↓↓↓
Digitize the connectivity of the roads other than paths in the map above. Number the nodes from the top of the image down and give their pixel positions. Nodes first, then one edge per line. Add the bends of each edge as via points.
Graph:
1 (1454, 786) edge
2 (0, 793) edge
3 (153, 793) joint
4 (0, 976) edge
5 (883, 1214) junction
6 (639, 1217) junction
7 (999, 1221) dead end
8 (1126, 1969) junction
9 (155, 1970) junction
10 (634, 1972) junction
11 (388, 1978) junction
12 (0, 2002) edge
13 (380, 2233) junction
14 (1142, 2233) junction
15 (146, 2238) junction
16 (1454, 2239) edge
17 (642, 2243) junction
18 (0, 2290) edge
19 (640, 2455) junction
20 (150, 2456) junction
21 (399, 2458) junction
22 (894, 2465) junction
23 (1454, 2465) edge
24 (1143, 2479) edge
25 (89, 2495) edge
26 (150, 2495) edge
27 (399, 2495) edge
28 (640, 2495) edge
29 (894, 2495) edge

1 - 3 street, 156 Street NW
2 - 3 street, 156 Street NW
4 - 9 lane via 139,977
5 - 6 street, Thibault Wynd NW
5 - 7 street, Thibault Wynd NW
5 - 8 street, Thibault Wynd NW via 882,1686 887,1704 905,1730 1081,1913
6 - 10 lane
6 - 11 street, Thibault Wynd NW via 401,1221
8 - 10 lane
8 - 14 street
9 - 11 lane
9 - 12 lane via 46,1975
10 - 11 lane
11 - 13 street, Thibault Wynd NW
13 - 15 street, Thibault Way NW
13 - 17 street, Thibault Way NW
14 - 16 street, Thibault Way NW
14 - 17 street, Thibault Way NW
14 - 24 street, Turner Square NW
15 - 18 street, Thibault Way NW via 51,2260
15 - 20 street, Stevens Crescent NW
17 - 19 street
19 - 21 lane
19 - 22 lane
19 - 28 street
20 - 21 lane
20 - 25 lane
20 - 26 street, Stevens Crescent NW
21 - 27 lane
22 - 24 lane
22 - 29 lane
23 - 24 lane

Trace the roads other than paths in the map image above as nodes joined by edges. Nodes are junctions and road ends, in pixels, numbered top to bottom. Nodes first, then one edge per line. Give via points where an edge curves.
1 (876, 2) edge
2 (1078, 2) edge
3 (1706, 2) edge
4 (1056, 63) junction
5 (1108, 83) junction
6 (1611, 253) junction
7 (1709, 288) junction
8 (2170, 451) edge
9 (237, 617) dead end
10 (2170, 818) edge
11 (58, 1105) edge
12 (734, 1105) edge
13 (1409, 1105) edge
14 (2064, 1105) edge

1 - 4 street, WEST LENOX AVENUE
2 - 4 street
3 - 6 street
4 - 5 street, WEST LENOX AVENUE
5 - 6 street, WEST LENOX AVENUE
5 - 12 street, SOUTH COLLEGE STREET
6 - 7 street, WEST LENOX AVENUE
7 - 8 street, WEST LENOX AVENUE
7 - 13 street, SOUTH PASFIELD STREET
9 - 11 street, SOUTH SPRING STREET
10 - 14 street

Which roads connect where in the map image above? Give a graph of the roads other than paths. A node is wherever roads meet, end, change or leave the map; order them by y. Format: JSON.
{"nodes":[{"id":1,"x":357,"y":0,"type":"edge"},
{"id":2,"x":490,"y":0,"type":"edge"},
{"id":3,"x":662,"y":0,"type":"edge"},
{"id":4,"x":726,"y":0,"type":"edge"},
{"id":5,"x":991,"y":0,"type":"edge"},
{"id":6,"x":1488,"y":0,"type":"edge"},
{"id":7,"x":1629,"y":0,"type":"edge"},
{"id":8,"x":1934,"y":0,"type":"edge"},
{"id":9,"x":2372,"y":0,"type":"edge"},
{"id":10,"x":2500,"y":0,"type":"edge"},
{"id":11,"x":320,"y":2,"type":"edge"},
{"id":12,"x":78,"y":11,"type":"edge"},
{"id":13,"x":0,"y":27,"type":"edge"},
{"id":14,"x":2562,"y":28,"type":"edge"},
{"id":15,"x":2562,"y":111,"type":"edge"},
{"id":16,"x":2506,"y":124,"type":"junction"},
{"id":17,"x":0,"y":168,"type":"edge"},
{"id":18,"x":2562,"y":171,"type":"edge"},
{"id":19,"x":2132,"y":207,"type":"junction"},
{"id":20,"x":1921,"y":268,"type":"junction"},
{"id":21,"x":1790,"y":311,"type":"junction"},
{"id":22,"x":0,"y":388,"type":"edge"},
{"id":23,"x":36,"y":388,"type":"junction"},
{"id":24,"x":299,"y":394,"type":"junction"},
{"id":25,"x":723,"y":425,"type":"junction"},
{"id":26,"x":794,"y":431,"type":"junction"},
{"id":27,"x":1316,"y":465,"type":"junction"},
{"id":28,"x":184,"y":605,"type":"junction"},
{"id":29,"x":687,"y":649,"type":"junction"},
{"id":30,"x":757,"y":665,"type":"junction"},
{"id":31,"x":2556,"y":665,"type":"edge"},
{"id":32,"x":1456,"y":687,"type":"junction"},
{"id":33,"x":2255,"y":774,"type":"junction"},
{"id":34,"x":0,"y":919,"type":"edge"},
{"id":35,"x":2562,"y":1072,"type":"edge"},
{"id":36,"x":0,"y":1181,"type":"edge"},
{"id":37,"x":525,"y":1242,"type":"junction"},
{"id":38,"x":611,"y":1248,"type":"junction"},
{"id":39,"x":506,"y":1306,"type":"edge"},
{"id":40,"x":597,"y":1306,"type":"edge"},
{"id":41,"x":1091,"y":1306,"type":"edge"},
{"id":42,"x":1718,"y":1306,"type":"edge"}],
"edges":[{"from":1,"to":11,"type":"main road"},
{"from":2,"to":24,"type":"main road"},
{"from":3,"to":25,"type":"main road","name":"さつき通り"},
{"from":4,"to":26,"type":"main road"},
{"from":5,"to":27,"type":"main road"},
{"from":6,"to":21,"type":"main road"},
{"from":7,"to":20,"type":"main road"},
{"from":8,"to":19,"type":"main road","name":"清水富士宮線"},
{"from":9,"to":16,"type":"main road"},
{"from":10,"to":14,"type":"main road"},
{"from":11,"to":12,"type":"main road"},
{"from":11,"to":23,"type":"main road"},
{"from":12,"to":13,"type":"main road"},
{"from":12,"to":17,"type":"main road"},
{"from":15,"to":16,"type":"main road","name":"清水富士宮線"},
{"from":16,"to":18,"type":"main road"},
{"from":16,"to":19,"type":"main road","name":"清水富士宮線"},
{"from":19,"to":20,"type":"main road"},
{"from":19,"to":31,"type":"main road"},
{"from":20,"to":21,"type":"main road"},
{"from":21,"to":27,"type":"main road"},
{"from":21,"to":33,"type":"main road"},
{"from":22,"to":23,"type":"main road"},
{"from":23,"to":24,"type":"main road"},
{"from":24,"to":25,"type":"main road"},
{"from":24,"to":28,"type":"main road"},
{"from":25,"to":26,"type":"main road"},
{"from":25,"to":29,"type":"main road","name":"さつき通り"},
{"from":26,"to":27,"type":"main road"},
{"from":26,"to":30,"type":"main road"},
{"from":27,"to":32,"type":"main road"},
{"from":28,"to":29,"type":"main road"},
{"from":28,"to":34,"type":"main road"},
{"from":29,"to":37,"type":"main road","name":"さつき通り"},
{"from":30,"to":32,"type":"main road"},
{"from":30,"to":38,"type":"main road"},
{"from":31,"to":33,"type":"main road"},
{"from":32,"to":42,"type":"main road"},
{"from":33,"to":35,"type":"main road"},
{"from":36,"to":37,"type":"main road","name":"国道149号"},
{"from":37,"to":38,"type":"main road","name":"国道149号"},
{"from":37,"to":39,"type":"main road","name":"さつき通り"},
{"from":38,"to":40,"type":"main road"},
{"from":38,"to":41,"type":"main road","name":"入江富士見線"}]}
↑↑↑
## [Exercise brief]
Nothing may be left out: return each entry exactly as it reads.

## [Output below]
Digitize the connectivity of the roads other than paths in the map above. Number the nodes from the top of the image down and give their pixel positions. Nodes first, then one edge per line. Add the bends of each edge as via points.
Graph:
1 (1454, 786) edge
2 (0, 793) edge
3 (153, 793) joint
4 (0, 976) edge
5 (883, 1214) junction
6 (639, 1217) junction
7 (999, 1221) dead end
8 (1126, 1969) junction
9 (155, 1970) junction
10 (634, 1972) junction
11 (388, 1978) junction
12 (0, 2002) edge
13 (380, 2233) junction
14 (1142, 2233) junction
15 (146, 2238) junction
16 (1454, 2239) edge
17 (642, 2243) junction
18 (0, 2290) edge
19 (640, 2455) junction
20 (150, 2456) junction
21 (399, 2458) junction
22 (894, 2465) junction
23 (1454, 2465) edge
24 (1143, 2479) edge
25 (89, 2495) edge
26 (150, 2495) edge
27 (399, 2495) edge
28 (640, 2495) edge
29 (894, 2495) edge

1 - 3 street, 156 Street NW
2 - 3 street, 156 Street NW
4 - 9 lane via 139,977
5 - 6 street, Thibault Wynd NW
5 - 7 street, Thibault Wynd NW
5 - 8 street, Thibault Wynd NW via 882,1686 887,1704 905,1730 1081,1913
6 - 10 lane
6 - 11 street, Thibault Wynd NW via 401,1221
8 - 10 lane
8 - 14 street
9 - 11 lane
9 - 12 lane via 46,1975
10 - 11 lane
11 - 13 street, Thibault Wynd NW
13 - 15 street, Thibault Way NW
13 - 17 street, Thibault Way NW
14 - 16 street, Thibault Way NW
14 - 17 street, Thibault Way NW
14 - 24 street, Turner Square NW
15 - 18 street, Thibault Way NW via 51,2260
15 - 20 street, Stevens Crescent NW
17 - 19 street
19 - 21 lane
19 - 22 lane
19 - 28 street
20 - 21 lane
20 - 25 lane
20 - 26 street, Stevens Crescent NW
21 - 27 lane
22 - 24 lane
22 - 29 lane
23 - 24 lane

Trace the roads other than paths in the map image above as nodes joined by edges. Nodes are junctions and road ends, in pixels, numbered top to bottom. Nodes first, then one edge per line. Give via points where an edge curves.
1 (876, 2) edge
2 (1078, 2) edge
3 (1706, 2) edge
4 (1056, 63) junction
5 (1108, 83) junction
6 (1611, 253) junction
7 (1709, 288) junction
8 (2170, 451) edge
9 (237, 617) dead end
10 (2170, 818) edge
11 (58, 1105) edge
12 (734, 1105) edge
13 (1409, 1105) edge
14 (2064, 1105) edge

1 - 4 street, WEST LENOX AVENUE
2 - 4 street
3 - 6 street
4 - 5 street, WEST LENOX AVENUE
5 - 6 street, WEST LENOX AVENUE
5 - 12 street, SOUTH COLLEGE STREET
6 - 7 street, WEST LENOX AVENUE
7 - 8 street, WEST LENOX AVENUE
7 - 13 street, SOUTH PASFIELD STREET
9 - 11 street, SOUTH SPRING STREET
10 - 14 street

Which roads connect where in the map image above? Give a graph of the roads other than paths. A node is wherever roads meet, end, change or leave the map; order them by y. Format: JSON.
{"nodes":[{"id":1,"x":357,"y":0,"type":"edge"},
{"id":2,"x":490,"y":0,"type":"edge"},
{"id":3,"x":662,"y":0,"type":"edge"},
{"id":4,"x":726,"y":0,"type":"edge"},
{"id":5,"x":991,"y":0,"type":"edge"},
{"id":6,"x":1488,"y":0,"type":"edge"},
{"id":7,"x":1629,"y":0,"type":"edge"},
{"id":8,"x":1934,"y":0,"type":"edge"},
{"id":9,"x":2372,"y":0,"type":"edge"},
{"id":10,"x":2500,"y":0,"type":"edge"},
{"id":11,"x":320,"y":2,"type":"edge"},
{"id":12,"x":78,"y":11,"type":"edge"},
{"id":13,"x":0,"y":27,"type":"edge"},
{"id":14,"x":2562,"y":28,"type":"edge"},
{"id":15,"x":2562,"y":111,"type":"edge"},
{"id":16,"x":2506,"y":124,"type":"junction"},
{"id":17,"x":0,"y":168,"type":"edge"},
{"id":18,"x":2562,"y":171,"type":"edge"},
{"id":19,"x":2132,"y":207,"type":"junction"},
{"id":20,"x":1921,"y":268,"type":"junction"},
{"id":21,"x":1790,"y":311,"type":"junction"},
{"id":22,"x":0,"y":388,"type":"edge"},
{"id":23,"x":36,"y":388,"type":"junction"},
{"id":24,"x":299,"y":394,"type":"junction"},
{"id":25,"x":723,"y":425,"type":"junction"},
{"id":26,"x":794,"y":431,"type":"junction"},
{"id":27,"x":1316,"y":465,"type":"junction"},
{"id":28,"x":184,"y":605,"type":"junction"},
{"id":29,"x":687,"y":649,"type":"junction"},
{"id":30,"x":757,"y":665,"type":"junction"},
{"id":31,"x":2556,"y":665,"type":"edge"},
{"id":32,"x":1456,"y":687,"type":"junction"},
{"id":33,"x":2255,"y":774,"type":"junction"},
{"id":34,"x":0,"y":919,"type":"edge"},
{"id":35,"x":2562,"y":1072,"type":"edge"},
{"id":36,"x":0,"y":1181,"type":"edge"},
{"id":37,"x":525,"y":1242,"type":"junction"},
{"id":38,"x":611,"y":1248,"type":"junction"},
{"id":39,"x":506,"y":1306,"type":"edge"},
{"id":40,"x":597,"y":1306,"type":"edge"},
{"id":41,"x":1091,"y":1306,"type":"edge"},
{"id":42,"x":1718,"y":1306,"type":"edge"}],
"edges":[{"from":1,"to":11,"type":"main road"},
{"from":2,"to":24,"type":"main road"},
{"from":3,"to":25,"type":"main road","name":"さつき通り"},
{"from":4,"to":26,"type":"main road"},
{"from":5,"to":27,"type":"main road"},
{"from":6,"to":21,"type":"main road"},
{"from":7,"to":20,"type":"main road"},
{"from":8,"to":19,"type":"main road","name":"清水富士宮線"},
{"from":9,"to":16,"type":"main road"},
{"from":10,"to":14,"type":"main road"},
{"from":11,"to":12,"type":"main road"},
{"from":11,"to":23,"type":"main road"},
{"from":12,"to":13,"type":"main road"},
{"from":12,"to":17,"type":"main road"},
{"from":15,"to":16,"type":"main road","name":"清水富士宮線"},
{"from":16,"to":18,"type":"main road"},
{"from":16,"to":19,"type":"main road","name":"清水富士宮線"},
{"from":19,"to":20,"type":"main road"},
{"from":19,"to":31,"type":"main road"},
{"from":20,"to":21,"type":"main road"},
{"from":21,"to":27,"type":"main road"},
{"from":21,"to":33,"type":"main road"},
{"from":22,"to":23,"type":"main road"},
{"from":23,"to":24,"type":"main road"},
{"from":24,"to":25,"type":"main road"},
{"from":24,"to":28,"type":"main road"},
{"from":25,"to":26,"type":"main road"},
{"from":25,"to":29,"type":"main road","name":"さつき通り"},
{"from":26,"to":27,"type":"main road"},
{"from":26,"to":30,"type":"main road"},
{"from":27,"to":32,"type":"main road"},
{"from":28,"to":29,"type":"main road"},
{"from":28,"to":34,"type":"main road"},
{"from":29,"to":37,"type":"main road","name":"さつき通り"},
{"from":30,"to":32,"type":"main road"},
{"from":30,"to":38,"type":"main road"},
{"from":31,"to":33,"type":"main road"},
{"from":32,"to":42,"type":"main road"},
{"from":33,"to":35,"type":"main road"},
{"from":36,"to":37,"type":"main road","name":"国道149号"},
{"from":37,"to":38,"type":"main road","name":"国道149号"},
{"from":37,"to":39,"type":"main road","name":"さつき通り"},
{"from":38,"to":40,"type":"main road"},
{"from":38,"to":41,"type":"main road","name":"入江富士見線"}]}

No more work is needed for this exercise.